◆ **What you will do**
Examine the listing below and state how many of its lines contain the word "Shehu". Write only the number.
(Records Opens)
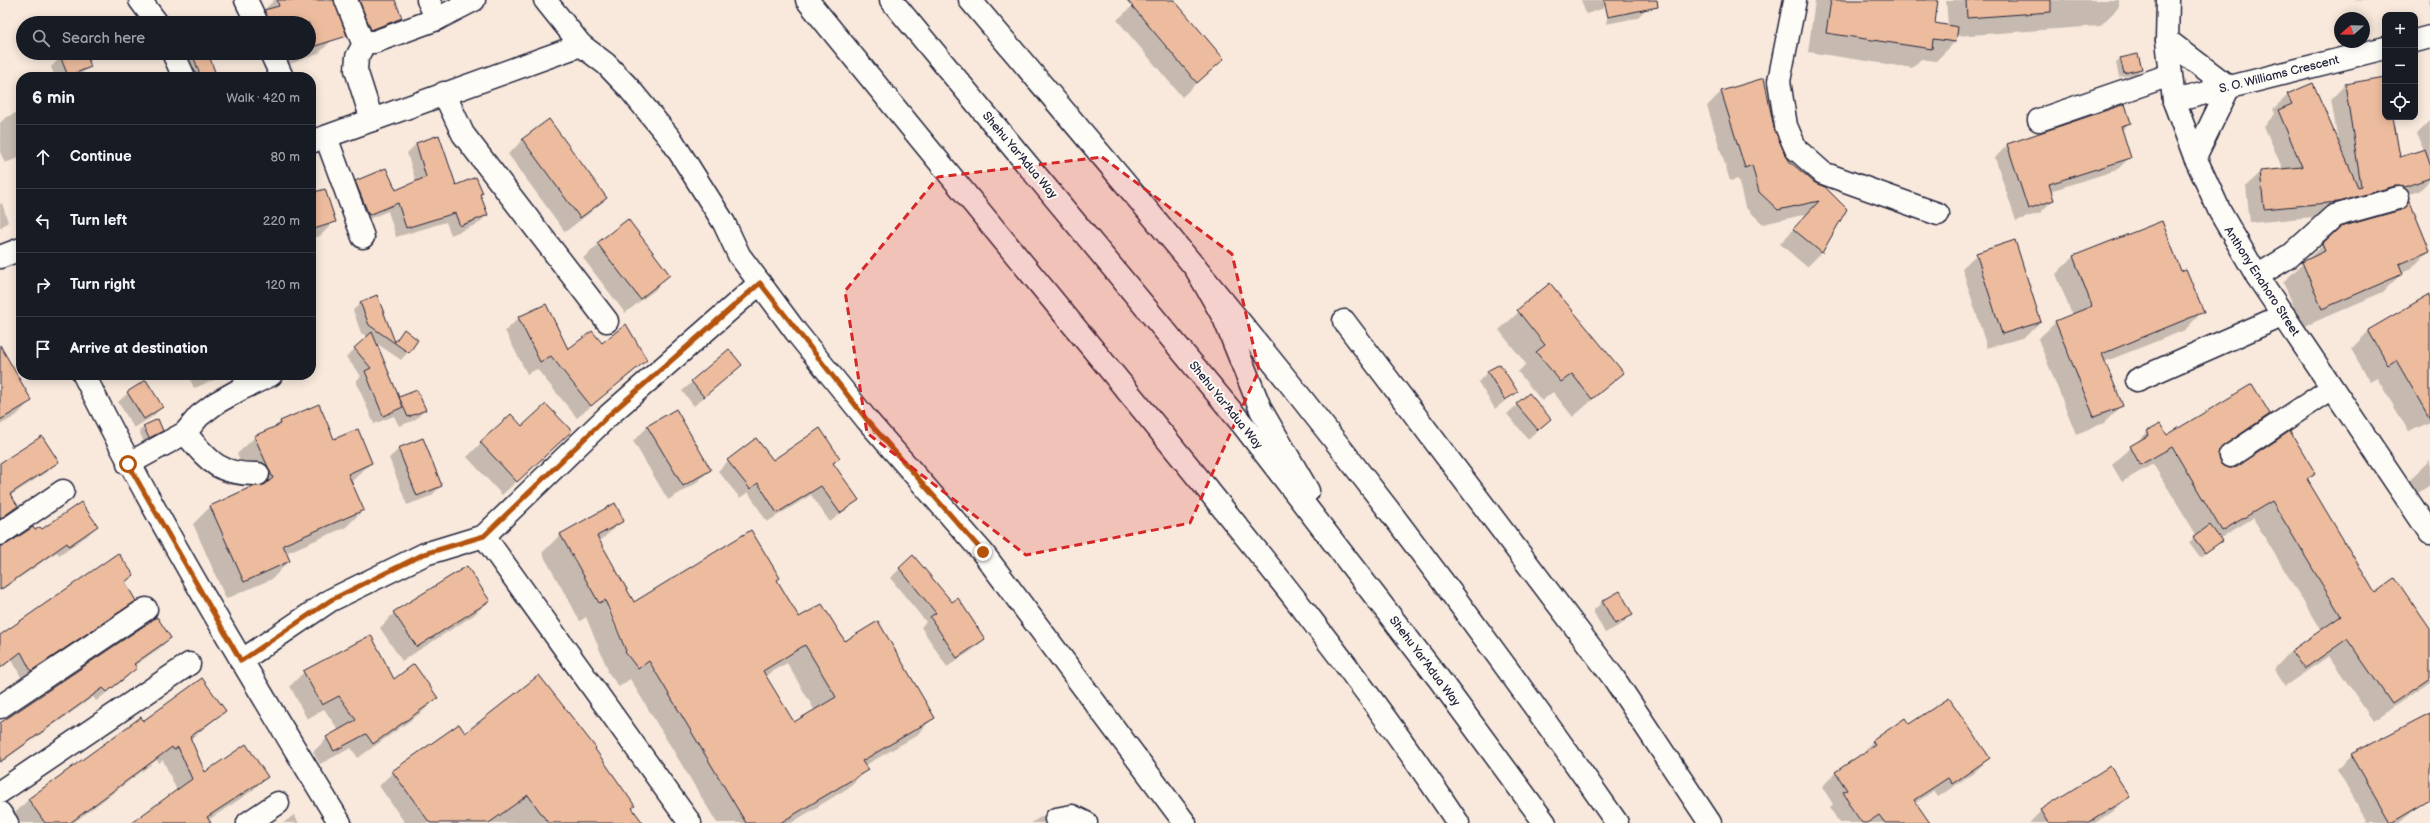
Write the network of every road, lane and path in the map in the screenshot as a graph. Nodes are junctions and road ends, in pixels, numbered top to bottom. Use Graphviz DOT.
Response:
graph roads {
  1 [pos="140,0"];
  2 [pos="246,0"];
  3 [pos="346,0"];
  4 [pos="474,0"];
  5 [pos="544,0"];
  6 [pos="807,0"];
  7 [pos="891,0"];
  8 [pos="970,0"];
  9 [pos="1794,0"];
  10 [pos="2168,0"];
  11 [pos="433,9"];
  12 [pos="152,16"];
  13 [pos="254,16"];
  14 [pos="2430,37"];
  15 [pos="2167,40"];
  16 [pos="2418,40"];
  17 [pos="365,42"];
  18 [pos="581,45"];
  19 [pos="2382,49"];
  20 [pos="176,60"];
  21 [pos="274,60"];
  22 [pos="182,72"];
  23 [pos="280,72"];
  24 [pos="2170,75"];
  25 [pos="2229,87"];
  26 [pos="444,93"];
  27 [pos="2174,100"];
  28 [pos="372,120"];
  29 [pos="2039,120"];
  30 [pos="316,140"];
  31 [pos="316,142"];
  32 [pos="2195,157"];
  33 [pos="2398,198"];
  34 [pos="1938,214"];
  35 [pos="363,236"];
  36 [pos="16,251"];
  37 [pos="0,256"];
  38 [pos="1195,267"];
  39 [pos="2257,276"];
  40 [pos="760,283"];
  41 [pos="2284,315"];
  42 [pos="607,321"];
  43 [pos="1344,321"];
  44 [pos="86,380"];
  45 [pos="259,380"];
  46 [pos="2136,380"];
  47 [pos="2332,388"];
  48 [pos="185,433"];
  49 [pos="2230,456"];
  50 [pos="128,464"];
  51 [pos="258,474"];
  52 [pos="63,491"];
  53 [pos="2430,533"];
  54 [pos="0,534"];
  55 [pos="484,536"];
  56 [pos="1340,551"];
  57 [pos="146,609"];
  58 [pos="241,661"];
  59 [pos="189,664"];
  60 [pos="0,707"];
  61 [pos="0,792"];
  62 [pos="278,803"];
  63 [pos="0,813"];
  64 [pos="1056,819"];
  65 [pos="7,823"];
  66 [pos="248,823"];
  67 [pos="340,823"];
  68 [pos="690,823"];
  69 [pos="1086,823"];
  70 [pos="1185,823"];
  71 [pos="1458,823"];
  72 [pos="1545,823"];
  73 [pos="1617,823"];
  74 [pos="1710,823"];
  1 -- 12 [label="main road"];
  2 -- 13 [label="main road"];
  3 -- 17 [label="main road"];
  4 -- 11 [label="main road"];
  5 -- 18 [label="main road"];
  6 -- 71 [label="main road"];
  7 -- 56 [label="main road, Shehu Yar'Adua Way"];
  8 -- 38 [label="main road"];
  9 -- 34 [label="main road"];
  10 -- 15 [label="main road, Anthony Enahoro Street"];
  11 -- 17 [label="main road"];
  14 -- 16 [label="main road"];
  15 -- 24 [label="main road, Anthony Enahoro Street"];
  15 -- 25 [label="main road"];
  17 -- 28 [label="main road"];
  18 -- 26 [label="main road"];
  18 -- 40 [label="main road"];
  19 -- 25 [label="main road, S. O. Williams Crescent"];
  20 -- 22 [label="main road"];
  21 -- 23 [label="main road"];
  24 -- 27 [label="main road, Anthony Enahoro Street"];
  24 -- 29 [label="main road"];
  25 -- 27 [label="main road, S. O. Williams Crescent"];
  25 -- 32 [label="main road"];
  26 -- 28 [label="main road"];
  26 -- 42 [label="main road"];
  27 -- 32 [label="main road, Anthony Enahoro Street"];
  28 -- 30 [label="main road"];
  31 -- 35 [label="main road"];
  32 -- 39 [label="main road, Anthony Enahoro Street"];
  33 -- 39 [label="main road"];
  36 -- 37 [label="main road"];
  38 -- 56 [label="main road"];
  38 -- 73 [label="main road"];
  39 -- 41 [label="main road, Anthony Enahoro Street"];
  40 -- 55 [label="main road"];
  40 -- 70 [label="main road"];
  41 -- 46 [label="main road"];
  41 -- 47 [label="main road, Anthony Enahoro Street"];
  43 -- 74 [label="main road"];
  44 -- 50 [label="main road"];
  45 -- 48 [label="main road"];
  47 -- 49 [label="main road"];
  47 -- 53 [label="main road, Anthony Enahoro Street"];
  48 -- 50 [label="main road"];
  48 -- 51 [label="main road"];
  50 -- 58 [label="main road"];
  52 -- 54 [label="main road"];
  55 -- 58 [label="main road"];
  55 -- 68 [label="main road"];
  56 -- 72 [label="main road, Shehu Yar'Adua Way"];
  57 -- 60 [label="main road"];
  58 -- 67 [label="main road"];
  59 -- 61 [label="main road"];
  62 -- 66 [label="main road"];
  63 -- 65 [label="main road"];
  64 -- 69 [label="main road"];
}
(Records Closes)
◆ **Result of this task**
2